*Problem*.
When you find the word "Bertoluci" in a line of the entries, please copy the whole line.

------------------------------------------------

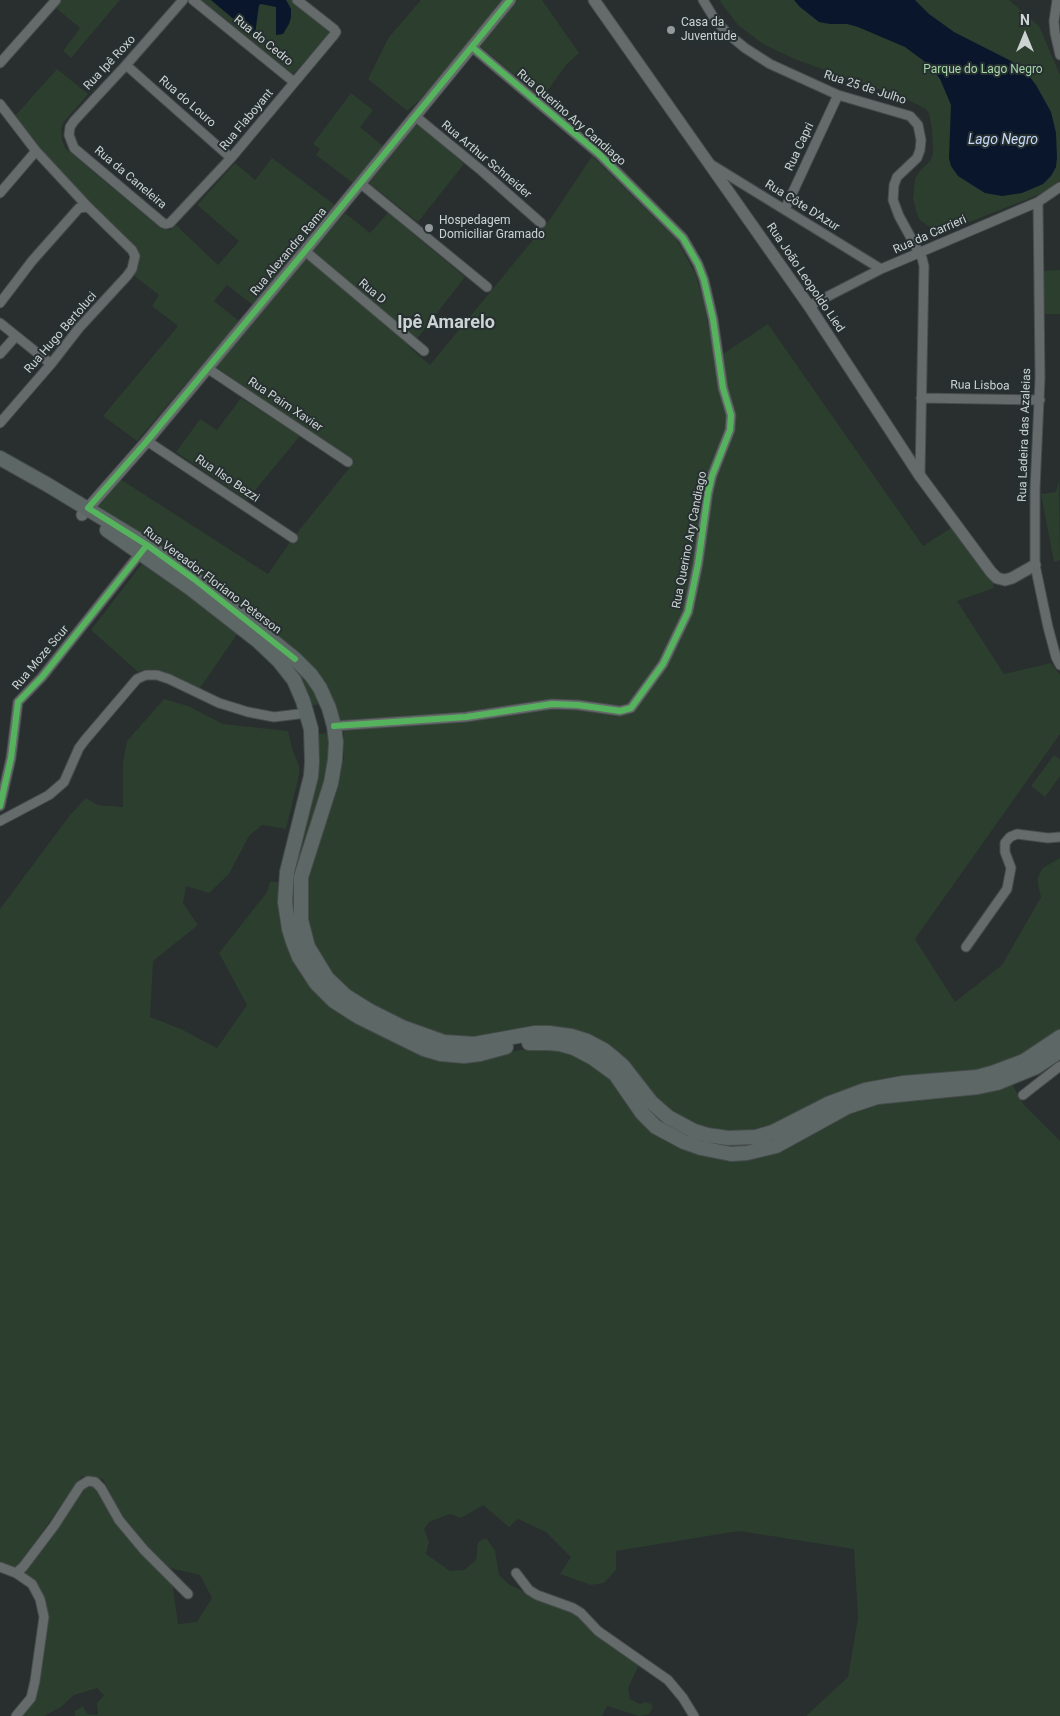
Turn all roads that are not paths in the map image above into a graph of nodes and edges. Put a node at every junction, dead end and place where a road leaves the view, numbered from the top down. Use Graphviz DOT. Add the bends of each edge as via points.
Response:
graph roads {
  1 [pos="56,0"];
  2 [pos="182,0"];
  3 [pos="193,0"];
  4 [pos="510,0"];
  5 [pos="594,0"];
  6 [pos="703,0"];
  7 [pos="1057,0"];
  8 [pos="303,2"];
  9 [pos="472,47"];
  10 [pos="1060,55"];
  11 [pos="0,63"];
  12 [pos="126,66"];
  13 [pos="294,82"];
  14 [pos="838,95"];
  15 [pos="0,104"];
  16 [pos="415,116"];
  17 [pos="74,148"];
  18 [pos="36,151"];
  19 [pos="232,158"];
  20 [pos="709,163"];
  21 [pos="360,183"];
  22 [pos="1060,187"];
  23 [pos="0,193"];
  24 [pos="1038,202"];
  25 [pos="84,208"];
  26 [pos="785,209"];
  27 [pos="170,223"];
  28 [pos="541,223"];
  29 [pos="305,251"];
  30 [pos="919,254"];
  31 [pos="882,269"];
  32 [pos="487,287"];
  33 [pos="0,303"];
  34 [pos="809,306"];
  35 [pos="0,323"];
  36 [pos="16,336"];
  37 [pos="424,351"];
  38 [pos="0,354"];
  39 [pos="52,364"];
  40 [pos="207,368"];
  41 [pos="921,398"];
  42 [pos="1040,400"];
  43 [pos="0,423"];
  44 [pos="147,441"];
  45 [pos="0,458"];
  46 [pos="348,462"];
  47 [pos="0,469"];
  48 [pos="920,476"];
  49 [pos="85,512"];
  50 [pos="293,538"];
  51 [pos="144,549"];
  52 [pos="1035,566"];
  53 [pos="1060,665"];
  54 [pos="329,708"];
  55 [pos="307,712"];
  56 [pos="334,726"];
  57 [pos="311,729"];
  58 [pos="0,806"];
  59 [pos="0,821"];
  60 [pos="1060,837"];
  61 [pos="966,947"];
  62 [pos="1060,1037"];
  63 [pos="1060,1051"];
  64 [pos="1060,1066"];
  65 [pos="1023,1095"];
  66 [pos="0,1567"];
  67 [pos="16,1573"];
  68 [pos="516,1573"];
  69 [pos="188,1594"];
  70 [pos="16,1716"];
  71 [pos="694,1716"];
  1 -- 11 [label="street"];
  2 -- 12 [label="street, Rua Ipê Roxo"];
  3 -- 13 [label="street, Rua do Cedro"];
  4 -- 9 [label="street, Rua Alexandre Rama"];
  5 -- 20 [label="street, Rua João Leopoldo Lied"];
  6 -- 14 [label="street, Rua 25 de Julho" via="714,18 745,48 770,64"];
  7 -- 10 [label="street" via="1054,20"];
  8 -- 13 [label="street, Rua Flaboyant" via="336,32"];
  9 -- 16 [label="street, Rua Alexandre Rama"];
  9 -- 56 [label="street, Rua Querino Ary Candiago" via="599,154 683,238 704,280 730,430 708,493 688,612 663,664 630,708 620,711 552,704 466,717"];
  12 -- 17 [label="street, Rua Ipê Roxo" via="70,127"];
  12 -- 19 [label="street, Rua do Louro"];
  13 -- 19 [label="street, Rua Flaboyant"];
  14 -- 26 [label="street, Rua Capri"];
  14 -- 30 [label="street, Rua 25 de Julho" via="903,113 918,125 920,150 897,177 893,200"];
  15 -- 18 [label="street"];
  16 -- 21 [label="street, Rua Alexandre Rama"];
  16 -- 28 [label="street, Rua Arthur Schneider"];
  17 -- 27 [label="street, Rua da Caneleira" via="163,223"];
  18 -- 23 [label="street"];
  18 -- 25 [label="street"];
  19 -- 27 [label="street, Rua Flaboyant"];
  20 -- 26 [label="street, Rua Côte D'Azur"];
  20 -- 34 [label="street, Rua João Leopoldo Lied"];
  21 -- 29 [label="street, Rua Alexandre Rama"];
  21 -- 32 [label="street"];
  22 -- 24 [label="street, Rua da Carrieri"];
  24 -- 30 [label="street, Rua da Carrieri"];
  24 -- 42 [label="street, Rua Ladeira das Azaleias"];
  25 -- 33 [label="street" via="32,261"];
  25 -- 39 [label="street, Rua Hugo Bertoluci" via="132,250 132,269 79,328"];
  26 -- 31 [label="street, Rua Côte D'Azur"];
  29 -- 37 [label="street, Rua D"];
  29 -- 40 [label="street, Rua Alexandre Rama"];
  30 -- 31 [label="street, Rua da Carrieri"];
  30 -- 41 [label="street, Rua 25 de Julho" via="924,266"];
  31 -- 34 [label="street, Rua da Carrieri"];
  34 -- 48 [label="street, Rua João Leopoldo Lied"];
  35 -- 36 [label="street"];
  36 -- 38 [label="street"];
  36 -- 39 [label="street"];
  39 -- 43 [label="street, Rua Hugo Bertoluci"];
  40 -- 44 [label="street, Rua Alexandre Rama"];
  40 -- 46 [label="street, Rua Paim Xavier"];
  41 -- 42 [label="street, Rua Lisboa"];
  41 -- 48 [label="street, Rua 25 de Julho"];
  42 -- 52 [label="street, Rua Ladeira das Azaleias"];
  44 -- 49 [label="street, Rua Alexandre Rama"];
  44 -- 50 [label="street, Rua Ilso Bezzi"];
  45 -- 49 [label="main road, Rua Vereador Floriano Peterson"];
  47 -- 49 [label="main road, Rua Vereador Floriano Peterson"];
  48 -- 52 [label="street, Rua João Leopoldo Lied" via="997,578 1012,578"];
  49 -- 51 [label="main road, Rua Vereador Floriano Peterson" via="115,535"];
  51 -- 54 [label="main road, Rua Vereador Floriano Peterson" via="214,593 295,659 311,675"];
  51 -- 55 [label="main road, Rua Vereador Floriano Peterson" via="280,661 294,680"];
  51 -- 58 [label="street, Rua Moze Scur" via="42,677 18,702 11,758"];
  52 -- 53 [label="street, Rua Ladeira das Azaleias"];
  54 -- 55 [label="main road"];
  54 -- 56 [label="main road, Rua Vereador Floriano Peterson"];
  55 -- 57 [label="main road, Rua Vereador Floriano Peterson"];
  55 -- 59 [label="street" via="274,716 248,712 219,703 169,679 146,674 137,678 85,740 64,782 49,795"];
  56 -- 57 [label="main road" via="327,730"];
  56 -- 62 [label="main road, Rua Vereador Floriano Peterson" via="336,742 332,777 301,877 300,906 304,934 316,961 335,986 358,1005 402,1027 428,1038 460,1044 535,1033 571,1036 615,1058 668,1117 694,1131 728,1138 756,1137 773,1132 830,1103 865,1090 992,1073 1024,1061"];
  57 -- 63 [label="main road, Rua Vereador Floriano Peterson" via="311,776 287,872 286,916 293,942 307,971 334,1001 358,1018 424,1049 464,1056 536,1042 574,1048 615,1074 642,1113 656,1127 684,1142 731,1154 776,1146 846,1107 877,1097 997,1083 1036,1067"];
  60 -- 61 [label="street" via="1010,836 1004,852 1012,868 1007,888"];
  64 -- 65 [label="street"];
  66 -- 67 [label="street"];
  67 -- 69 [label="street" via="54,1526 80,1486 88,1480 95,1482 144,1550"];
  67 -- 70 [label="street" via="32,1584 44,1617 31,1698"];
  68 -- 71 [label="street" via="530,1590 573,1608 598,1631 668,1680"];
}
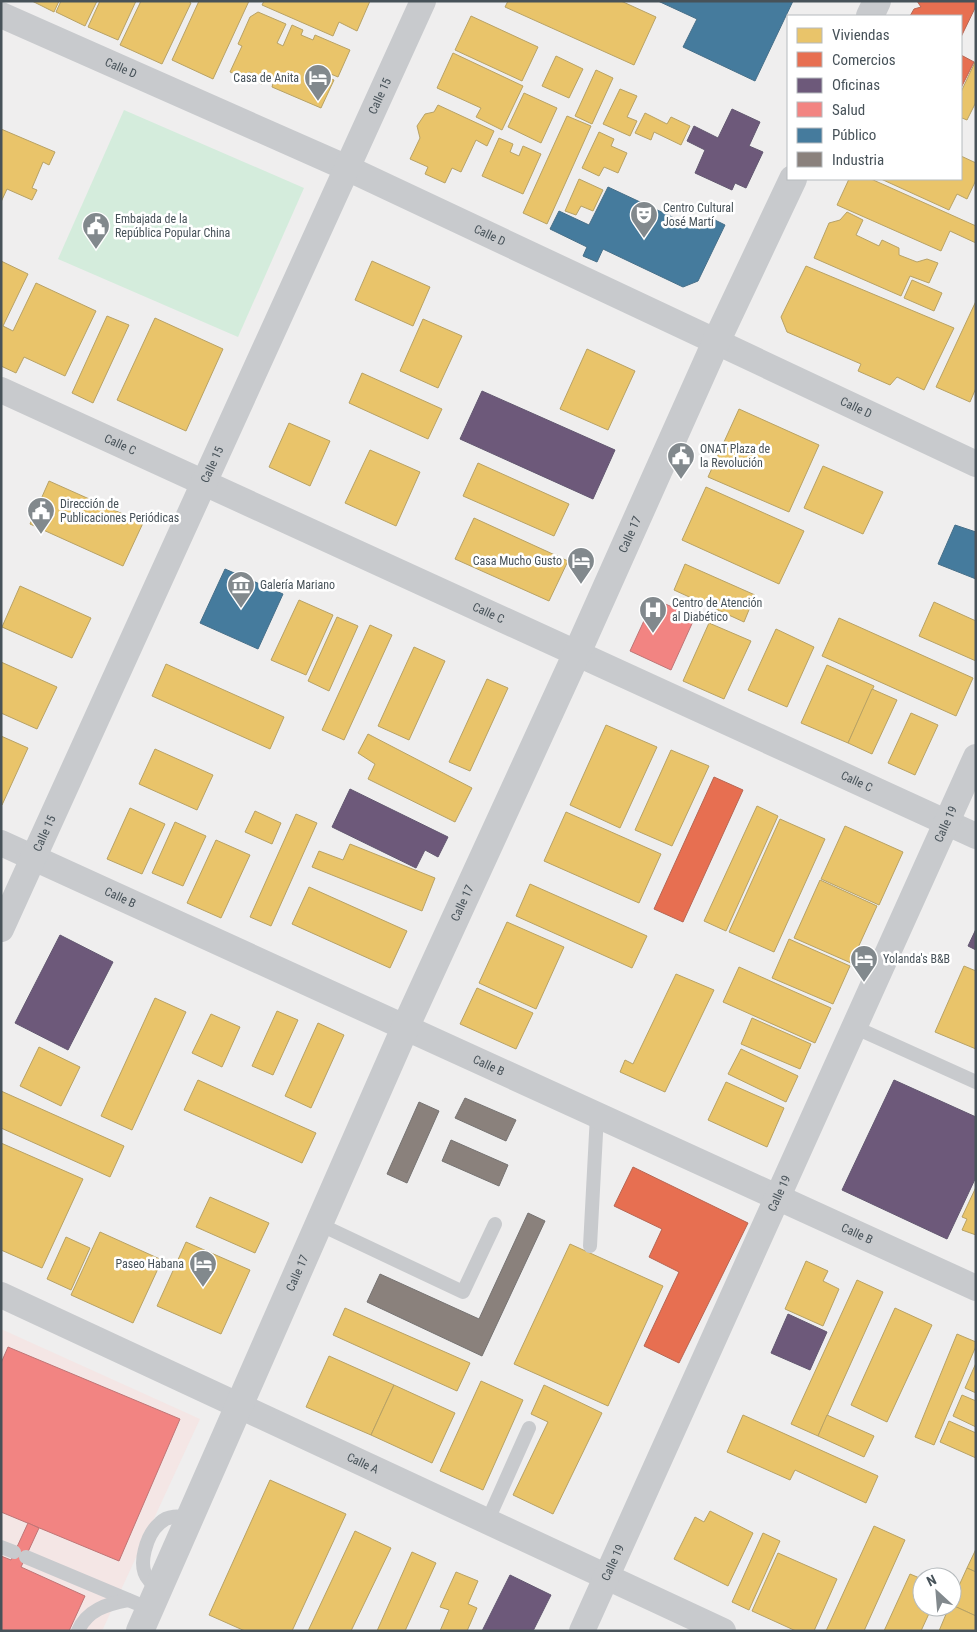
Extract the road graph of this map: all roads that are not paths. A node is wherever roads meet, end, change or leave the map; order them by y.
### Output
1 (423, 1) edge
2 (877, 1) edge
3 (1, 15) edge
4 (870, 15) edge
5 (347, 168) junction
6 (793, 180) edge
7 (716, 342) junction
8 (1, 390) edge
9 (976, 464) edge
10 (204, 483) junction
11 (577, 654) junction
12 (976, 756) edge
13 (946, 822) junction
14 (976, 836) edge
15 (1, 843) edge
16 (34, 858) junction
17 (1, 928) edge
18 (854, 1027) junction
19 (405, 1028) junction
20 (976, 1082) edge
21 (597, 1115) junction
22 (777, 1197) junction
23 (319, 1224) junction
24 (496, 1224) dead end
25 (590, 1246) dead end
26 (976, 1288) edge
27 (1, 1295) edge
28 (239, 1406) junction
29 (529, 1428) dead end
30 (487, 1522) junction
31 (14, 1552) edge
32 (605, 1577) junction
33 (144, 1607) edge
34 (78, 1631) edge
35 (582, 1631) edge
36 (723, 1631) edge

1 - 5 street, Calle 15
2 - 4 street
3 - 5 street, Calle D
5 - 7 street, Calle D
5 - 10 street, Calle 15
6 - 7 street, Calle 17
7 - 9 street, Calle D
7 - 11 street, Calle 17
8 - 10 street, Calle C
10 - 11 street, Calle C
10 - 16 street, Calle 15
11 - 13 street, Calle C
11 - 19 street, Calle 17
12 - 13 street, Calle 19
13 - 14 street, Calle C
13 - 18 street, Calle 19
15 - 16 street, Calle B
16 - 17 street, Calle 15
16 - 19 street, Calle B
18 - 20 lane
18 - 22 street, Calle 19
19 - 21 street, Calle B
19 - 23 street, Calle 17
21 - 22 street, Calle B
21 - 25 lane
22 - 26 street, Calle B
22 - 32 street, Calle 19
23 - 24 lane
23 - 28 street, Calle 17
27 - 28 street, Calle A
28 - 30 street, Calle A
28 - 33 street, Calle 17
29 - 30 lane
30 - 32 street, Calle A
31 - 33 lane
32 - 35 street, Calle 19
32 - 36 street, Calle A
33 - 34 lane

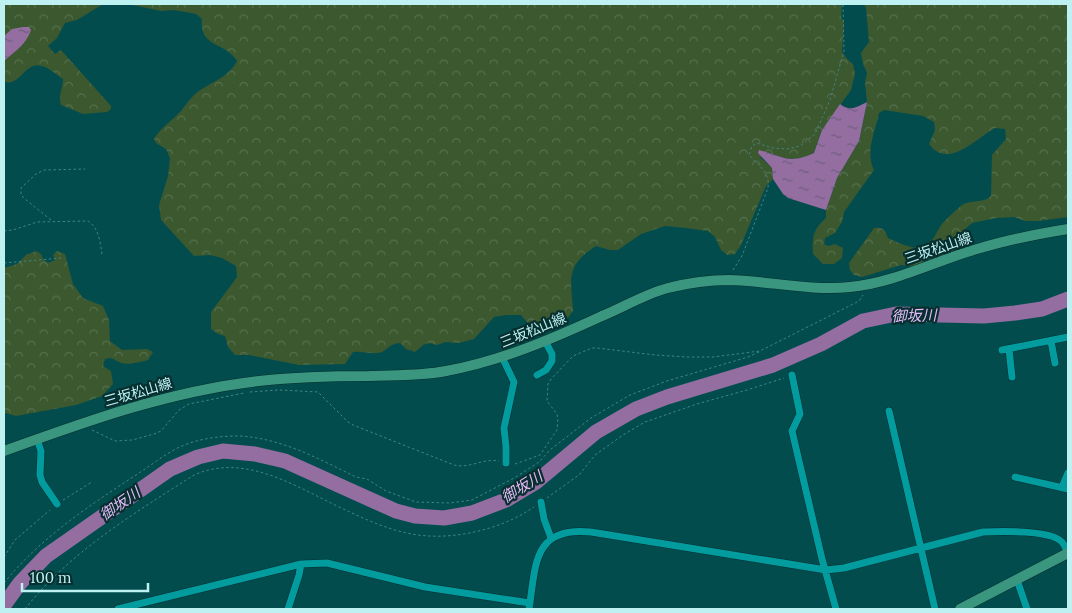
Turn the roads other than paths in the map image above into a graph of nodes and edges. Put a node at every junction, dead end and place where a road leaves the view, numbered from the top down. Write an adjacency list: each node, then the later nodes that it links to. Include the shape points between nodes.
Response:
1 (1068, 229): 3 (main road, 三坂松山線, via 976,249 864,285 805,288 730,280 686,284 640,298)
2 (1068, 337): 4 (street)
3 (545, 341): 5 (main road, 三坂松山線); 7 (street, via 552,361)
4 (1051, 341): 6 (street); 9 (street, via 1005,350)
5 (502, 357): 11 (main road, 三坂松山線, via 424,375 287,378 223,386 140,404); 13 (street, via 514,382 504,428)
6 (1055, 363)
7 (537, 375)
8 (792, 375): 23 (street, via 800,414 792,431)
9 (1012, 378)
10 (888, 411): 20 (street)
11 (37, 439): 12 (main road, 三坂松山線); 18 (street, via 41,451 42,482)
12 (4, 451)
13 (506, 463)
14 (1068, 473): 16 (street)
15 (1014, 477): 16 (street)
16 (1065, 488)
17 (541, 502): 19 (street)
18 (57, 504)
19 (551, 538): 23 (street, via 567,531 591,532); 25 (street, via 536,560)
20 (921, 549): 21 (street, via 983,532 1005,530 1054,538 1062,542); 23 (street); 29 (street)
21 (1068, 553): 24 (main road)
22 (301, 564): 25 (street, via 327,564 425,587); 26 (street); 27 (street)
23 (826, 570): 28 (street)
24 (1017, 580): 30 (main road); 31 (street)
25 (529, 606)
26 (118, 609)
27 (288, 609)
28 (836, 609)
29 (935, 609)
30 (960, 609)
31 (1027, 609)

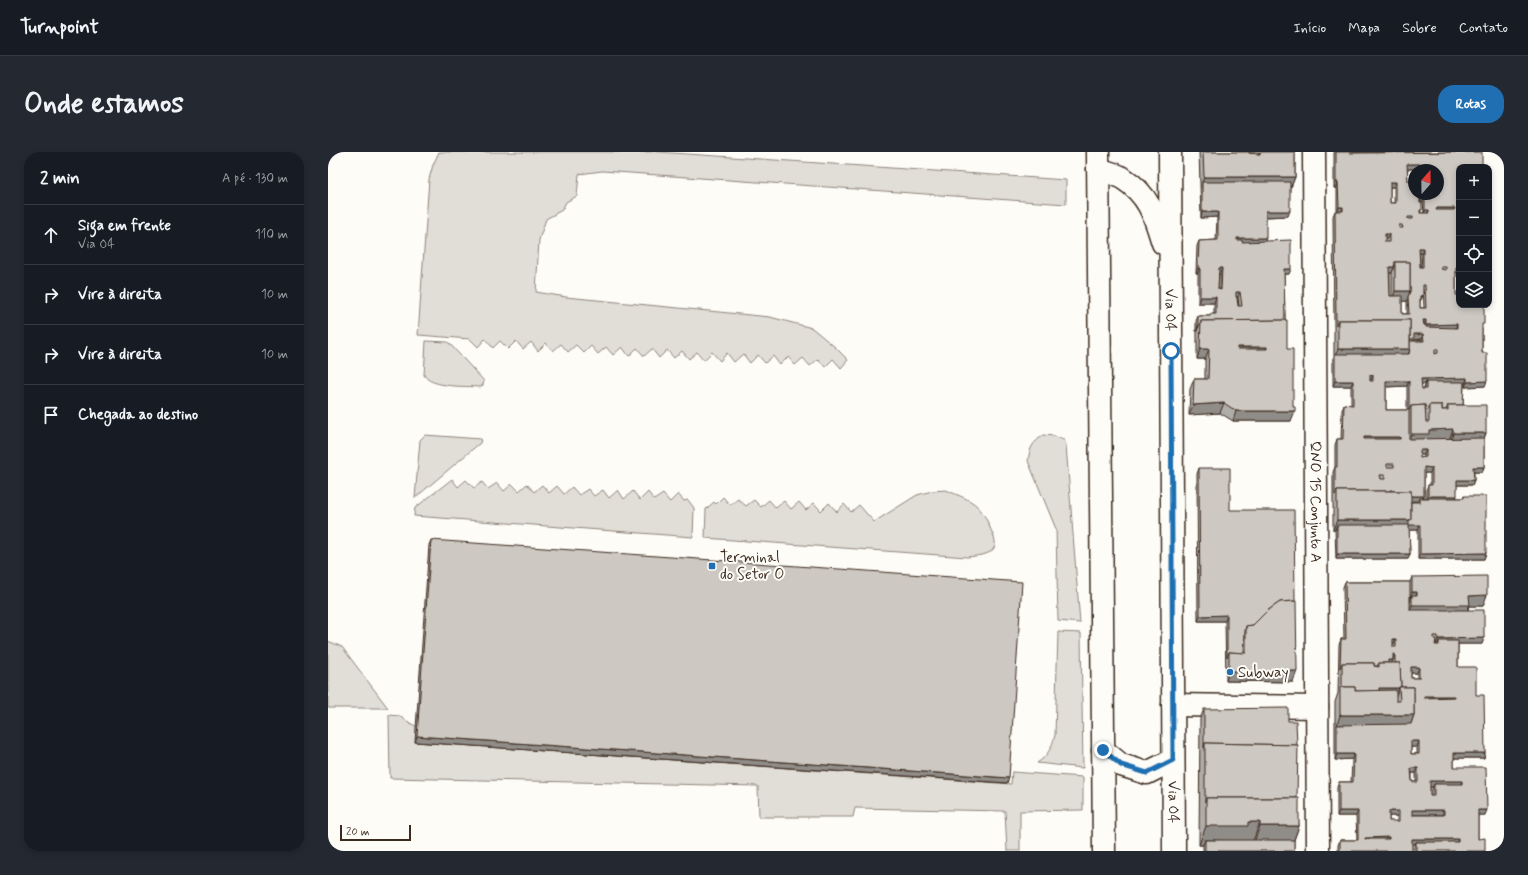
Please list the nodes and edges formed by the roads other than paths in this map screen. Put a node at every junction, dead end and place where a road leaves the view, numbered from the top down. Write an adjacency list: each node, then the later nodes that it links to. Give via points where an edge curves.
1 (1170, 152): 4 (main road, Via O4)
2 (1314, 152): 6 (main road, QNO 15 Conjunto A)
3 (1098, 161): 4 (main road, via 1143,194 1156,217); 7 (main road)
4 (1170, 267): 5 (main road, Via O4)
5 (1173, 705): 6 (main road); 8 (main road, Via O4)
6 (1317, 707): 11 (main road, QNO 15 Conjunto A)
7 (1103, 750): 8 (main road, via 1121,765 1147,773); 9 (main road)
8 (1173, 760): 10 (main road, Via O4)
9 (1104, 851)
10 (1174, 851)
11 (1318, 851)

------------------------------------------------

*Output below*.
  25 -- 39 [label="street, Rua Hugo Bertoluci" via="132,250 132,269 79,328"];
  39 -- 43 [label="street, Rua Hugo Bertoluci"];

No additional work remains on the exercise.